Gran parte del carburante arrivava a Gaza attraverso i tunnel sotterranei che collegavano la Striscia all’Egitto e ora quasi totalmente distrutti dall’esercito egiziano. Il carburante israeliano non è sufficiente ed è troppo costoso per la popolazione di Gaza: costa il doppio del carburante egiziano.

L’Autorità per l’Energia di Gaza aveva così iniziato a comprare carburante da Israele attraverso l’Autorità di Ramallah, che aveva deciso di non applicare tasse sull’acquisto di carburante. Tuttavia, l’Autorità per l’Energia in Ramallah ha chiesto all’Autorità di Gaza di pagare tasse sul rifornimento di carburante a causa della attuale crisi finanziaria dell’Autorità Palestinese. L’Autorità per l’Energia di Gaza, che non è in grado di affrontarne i costi, ha rifiutato.

L’unica centrale elettrica della Striscia è costretta quindi ora a lavorare a tempo limitato.

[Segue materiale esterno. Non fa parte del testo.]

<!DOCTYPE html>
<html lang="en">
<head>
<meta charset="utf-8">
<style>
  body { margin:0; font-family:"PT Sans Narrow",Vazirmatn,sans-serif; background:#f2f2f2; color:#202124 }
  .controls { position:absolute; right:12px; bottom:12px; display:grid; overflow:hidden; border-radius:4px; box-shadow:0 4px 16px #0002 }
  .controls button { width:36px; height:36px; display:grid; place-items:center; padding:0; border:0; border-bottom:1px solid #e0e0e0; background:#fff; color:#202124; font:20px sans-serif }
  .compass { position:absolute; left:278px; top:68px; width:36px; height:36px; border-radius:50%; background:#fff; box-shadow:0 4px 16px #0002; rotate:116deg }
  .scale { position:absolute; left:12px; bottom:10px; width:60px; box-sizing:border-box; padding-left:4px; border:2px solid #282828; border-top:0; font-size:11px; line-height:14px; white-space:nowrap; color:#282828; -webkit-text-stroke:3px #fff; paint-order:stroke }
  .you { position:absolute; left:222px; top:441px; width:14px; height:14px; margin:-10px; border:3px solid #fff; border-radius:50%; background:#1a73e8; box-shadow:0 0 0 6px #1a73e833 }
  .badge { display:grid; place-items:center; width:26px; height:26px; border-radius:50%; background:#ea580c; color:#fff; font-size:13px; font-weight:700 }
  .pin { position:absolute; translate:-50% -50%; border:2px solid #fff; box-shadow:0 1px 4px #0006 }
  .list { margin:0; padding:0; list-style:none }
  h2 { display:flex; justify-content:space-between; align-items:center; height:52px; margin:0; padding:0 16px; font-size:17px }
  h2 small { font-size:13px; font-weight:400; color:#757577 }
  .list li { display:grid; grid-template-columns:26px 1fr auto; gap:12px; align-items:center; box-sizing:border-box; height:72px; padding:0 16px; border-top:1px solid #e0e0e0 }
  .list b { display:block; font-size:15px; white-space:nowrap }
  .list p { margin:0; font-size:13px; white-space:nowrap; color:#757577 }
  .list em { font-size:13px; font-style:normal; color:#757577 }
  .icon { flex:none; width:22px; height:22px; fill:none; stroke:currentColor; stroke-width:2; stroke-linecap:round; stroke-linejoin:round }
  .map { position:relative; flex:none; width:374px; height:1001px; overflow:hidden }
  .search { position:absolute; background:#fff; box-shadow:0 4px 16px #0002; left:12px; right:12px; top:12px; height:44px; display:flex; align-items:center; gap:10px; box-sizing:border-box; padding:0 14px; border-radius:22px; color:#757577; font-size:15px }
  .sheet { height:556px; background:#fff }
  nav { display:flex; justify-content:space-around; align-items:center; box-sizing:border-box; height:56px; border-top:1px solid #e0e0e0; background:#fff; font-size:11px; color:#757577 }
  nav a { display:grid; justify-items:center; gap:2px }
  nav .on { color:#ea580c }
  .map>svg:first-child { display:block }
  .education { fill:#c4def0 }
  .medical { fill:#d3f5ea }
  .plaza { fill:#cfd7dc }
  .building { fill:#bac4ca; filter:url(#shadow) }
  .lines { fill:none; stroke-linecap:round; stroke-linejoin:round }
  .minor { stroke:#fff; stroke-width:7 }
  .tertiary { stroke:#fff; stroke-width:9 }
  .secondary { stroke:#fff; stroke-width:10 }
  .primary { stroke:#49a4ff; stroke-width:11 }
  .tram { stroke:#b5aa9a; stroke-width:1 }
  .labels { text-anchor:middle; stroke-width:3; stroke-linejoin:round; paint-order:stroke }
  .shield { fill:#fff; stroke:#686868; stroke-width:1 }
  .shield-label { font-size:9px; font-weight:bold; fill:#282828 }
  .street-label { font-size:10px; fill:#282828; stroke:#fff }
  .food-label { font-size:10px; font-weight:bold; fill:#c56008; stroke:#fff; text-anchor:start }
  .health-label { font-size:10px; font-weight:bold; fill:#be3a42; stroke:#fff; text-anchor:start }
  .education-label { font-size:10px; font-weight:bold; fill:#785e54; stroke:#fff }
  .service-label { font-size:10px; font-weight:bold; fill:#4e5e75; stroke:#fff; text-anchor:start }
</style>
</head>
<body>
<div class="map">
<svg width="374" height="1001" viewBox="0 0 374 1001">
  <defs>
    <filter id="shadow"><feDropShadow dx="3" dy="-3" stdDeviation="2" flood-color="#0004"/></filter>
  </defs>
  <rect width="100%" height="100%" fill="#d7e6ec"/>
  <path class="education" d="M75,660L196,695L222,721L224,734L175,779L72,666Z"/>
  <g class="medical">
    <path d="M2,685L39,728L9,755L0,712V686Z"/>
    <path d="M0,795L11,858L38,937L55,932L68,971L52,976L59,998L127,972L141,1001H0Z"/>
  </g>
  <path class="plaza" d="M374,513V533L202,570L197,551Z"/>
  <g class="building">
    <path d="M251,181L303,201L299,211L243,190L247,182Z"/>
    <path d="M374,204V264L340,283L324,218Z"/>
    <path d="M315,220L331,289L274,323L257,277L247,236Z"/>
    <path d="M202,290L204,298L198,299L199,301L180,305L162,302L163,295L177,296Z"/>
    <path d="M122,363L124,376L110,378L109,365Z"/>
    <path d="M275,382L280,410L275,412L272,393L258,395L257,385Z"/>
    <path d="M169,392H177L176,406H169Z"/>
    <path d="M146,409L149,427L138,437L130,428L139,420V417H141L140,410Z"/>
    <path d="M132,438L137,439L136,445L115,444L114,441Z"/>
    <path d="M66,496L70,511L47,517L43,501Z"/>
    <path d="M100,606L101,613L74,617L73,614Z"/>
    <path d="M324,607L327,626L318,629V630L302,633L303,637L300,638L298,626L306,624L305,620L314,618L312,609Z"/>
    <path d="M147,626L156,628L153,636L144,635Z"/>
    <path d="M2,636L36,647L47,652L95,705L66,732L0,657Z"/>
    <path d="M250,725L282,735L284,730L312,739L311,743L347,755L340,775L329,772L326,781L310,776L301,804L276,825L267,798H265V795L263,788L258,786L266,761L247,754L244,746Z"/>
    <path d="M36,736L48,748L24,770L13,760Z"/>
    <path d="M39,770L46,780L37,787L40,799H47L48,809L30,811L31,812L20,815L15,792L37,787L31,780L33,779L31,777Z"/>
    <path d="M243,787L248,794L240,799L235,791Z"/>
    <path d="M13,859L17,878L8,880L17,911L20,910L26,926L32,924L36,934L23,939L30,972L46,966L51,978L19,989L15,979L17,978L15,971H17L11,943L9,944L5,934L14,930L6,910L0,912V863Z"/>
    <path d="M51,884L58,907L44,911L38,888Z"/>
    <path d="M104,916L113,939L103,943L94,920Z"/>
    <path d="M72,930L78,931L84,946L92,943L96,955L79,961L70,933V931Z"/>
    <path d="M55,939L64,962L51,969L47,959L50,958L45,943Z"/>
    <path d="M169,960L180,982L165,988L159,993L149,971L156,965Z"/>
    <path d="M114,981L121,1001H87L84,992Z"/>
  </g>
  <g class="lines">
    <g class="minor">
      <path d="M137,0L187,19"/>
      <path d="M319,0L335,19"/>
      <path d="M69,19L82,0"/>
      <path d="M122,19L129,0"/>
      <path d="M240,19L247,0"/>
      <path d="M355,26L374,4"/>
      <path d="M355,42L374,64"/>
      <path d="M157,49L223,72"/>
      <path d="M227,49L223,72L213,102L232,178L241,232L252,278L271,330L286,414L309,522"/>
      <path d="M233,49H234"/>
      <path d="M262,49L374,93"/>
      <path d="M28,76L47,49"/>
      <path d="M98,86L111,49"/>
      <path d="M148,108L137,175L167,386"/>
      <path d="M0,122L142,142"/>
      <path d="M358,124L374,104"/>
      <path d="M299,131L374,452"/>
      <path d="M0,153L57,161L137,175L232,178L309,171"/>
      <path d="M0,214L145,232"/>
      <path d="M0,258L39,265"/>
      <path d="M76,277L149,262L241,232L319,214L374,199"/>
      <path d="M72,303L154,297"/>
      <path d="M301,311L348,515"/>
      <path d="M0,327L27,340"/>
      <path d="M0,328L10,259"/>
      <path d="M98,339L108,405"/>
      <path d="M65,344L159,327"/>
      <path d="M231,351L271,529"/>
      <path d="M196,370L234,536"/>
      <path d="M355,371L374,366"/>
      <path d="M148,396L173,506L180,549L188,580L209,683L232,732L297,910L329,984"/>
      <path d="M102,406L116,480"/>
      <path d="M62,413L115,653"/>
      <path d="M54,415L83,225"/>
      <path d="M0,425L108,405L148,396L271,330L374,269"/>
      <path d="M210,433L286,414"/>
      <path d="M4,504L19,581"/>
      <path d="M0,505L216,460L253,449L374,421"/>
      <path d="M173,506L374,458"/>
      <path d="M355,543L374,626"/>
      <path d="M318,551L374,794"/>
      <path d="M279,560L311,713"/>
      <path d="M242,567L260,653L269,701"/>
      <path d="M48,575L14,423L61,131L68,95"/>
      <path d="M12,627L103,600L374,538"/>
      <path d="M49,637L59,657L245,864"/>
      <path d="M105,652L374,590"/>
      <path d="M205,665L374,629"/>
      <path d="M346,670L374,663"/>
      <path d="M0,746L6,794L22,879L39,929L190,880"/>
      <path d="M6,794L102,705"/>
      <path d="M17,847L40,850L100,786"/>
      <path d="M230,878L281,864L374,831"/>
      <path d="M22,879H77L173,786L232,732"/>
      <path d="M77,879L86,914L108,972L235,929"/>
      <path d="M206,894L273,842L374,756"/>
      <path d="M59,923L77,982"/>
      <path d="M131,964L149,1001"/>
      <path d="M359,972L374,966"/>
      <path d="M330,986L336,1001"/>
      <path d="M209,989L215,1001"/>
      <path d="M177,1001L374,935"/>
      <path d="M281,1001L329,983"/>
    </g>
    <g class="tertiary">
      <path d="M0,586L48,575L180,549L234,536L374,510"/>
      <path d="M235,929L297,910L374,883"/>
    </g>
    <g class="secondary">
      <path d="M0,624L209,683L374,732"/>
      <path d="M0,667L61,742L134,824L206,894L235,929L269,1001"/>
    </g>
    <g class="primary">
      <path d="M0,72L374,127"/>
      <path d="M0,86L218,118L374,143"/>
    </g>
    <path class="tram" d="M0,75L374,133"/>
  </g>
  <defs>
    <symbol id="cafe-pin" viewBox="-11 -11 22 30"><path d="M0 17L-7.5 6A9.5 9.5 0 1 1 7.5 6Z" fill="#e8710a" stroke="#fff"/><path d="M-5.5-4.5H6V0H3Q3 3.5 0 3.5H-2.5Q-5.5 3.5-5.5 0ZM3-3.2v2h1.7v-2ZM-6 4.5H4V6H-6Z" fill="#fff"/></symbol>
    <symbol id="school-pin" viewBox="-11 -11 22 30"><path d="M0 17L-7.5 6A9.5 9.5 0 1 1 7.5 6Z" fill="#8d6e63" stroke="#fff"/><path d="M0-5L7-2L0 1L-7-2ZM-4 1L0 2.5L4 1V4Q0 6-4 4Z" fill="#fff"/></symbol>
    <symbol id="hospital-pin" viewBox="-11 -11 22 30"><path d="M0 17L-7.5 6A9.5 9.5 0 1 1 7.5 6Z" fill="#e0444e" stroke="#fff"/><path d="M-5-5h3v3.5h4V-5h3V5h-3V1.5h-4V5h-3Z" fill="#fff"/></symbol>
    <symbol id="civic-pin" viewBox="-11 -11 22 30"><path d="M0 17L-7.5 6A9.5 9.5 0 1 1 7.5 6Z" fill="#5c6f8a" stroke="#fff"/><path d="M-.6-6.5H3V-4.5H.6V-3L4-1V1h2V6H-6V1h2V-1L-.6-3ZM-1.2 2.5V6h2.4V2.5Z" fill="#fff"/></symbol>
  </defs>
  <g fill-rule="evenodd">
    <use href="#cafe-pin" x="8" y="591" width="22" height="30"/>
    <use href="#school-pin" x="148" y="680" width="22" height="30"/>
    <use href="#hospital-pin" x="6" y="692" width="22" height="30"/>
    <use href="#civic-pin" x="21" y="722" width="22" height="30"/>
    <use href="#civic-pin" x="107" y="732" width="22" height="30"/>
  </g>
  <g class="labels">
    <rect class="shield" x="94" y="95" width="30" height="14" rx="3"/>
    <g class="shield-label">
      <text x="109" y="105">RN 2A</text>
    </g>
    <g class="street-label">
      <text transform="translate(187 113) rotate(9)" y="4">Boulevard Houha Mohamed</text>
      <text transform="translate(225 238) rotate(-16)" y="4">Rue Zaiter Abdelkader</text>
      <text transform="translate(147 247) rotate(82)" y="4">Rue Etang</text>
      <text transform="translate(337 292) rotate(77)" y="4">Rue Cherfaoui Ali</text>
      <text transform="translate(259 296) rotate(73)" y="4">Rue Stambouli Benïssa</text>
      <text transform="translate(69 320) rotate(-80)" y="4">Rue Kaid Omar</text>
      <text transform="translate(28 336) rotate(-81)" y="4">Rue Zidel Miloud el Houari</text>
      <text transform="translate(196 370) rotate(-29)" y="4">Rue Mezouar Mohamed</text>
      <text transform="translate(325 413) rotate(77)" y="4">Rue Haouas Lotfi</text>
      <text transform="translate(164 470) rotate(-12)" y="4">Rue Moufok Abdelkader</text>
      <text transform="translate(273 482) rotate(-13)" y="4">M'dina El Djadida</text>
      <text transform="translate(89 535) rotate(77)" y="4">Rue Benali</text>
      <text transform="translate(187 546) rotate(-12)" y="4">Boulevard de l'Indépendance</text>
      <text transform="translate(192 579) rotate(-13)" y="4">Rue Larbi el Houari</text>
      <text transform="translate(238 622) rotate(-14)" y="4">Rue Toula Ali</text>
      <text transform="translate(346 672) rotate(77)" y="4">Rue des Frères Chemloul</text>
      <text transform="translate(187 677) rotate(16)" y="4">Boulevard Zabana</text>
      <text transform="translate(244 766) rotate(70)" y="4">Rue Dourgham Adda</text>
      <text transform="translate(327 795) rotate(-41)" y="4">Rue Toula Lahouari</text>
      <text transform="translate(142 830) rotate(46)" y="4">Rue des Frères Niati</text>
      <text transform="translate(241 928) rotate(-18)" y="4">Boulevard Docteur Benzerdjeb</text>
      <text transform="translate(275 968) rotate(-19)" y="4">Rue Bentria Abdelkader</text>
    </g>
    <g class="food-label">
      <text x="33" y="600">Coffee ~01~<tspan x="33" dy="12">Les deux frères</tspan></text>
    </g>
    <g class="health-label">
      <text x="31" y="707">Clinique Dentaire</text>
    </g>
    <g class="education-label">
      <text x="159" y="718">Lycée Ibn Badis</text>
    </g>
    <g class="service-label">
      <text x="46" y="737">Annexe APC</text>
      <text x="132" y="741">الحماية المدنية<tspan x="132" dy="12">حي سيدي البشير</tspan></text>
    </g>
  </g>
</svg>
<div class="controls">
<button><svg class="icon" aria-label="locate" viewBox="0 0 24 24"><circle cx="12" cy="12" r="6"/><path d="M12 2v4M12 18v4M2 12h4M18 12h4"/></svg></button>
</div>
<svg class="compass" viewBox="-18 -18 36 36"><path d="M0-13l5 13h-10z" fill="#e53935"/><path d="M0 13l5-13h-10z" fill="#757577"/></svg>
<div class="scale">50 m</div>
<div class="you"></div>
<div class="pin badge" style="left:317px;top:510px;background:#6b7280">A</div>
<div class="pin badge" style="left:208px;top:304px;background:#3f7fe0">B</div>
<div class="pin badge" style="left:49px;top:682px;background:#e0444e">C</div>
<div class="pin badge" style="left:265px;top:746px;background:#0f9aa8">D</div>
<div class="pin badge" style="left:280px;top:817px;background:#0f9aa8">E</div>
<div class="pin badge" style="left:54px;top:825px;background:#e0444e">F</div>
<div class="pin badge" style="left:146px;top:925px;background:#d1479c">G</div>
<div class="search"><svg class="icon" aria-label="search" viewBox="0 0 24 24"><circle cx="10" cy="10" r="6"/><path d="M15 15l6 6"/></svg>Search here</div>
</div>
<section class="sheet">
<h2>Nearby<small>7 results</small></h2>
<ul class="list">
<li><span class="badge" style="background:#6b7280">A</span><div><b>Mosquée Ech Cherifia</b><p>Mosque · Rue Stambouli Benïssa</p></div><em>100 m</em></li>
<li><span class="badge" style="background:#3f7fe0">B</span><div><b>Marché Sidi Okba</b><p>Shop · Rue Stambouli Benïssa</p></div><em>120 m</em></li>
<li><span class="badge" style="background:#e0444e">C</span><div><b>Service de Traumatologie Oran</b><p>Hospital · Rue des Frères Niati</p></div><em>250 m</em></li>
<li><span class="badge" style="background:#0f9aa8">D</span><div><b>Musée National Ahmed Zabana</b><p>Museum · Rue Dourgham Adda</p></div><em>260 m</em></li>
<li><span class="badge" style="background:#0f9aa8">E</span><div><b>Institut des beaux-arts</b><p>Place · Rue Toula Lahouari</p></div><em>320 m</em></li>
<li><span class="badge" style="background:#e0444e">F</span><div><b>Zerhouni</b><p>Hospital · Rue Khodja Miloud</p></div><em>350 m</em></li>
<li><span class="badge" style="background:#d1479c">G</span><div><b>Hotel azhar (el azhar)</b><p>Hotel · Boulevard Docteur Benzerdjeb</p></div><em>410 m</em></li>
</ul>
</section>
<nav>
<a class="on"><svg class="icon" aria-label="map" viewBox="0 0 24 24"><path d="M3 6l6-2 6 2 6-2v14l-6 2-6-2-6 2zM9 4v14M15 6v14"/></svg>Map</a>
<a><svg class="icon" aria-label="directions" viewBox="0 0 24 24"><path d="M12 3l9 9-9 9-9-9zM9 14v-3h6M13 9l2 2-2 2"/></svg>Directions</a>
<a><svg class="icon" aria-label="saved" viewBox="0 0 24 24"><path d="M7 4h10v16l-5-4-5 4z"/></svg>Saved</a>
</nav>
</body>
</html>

Si prevede che nei prossimi giorni l’erogazione di elettricità sarà diminuita ulteriormente e da sei a quattro ore al giorno. “Un disastro, una catastrofe”, ripetevano i ragazzini del quartiere di Zaytoun mentre scattavamo delle fotografie. Addetti della municipalità lavoravano costantemente con stivali e guanti per contrarre il problema nelle strade. Ora il rischio è che anche altre strutture per il trattamento delle acque di scarico si fermino se dovesse finire il carburante per i loro generatori.

Le condizioni umanitarie della Striscia peggiorano. La crisi energetica colpisce tutti i bisogni quotidiani della popolazione civile e i servizi. Israele tiene la popolazione di Gaza sotto assedio da sette anni, imponendo restrizioni sulle esportazioni (quasi nulle) e le importazioni di beni, carburante, materiale da costruzione, creando così un aumento della disoccupazione, della povertà e la dipendenza dagli aiuti.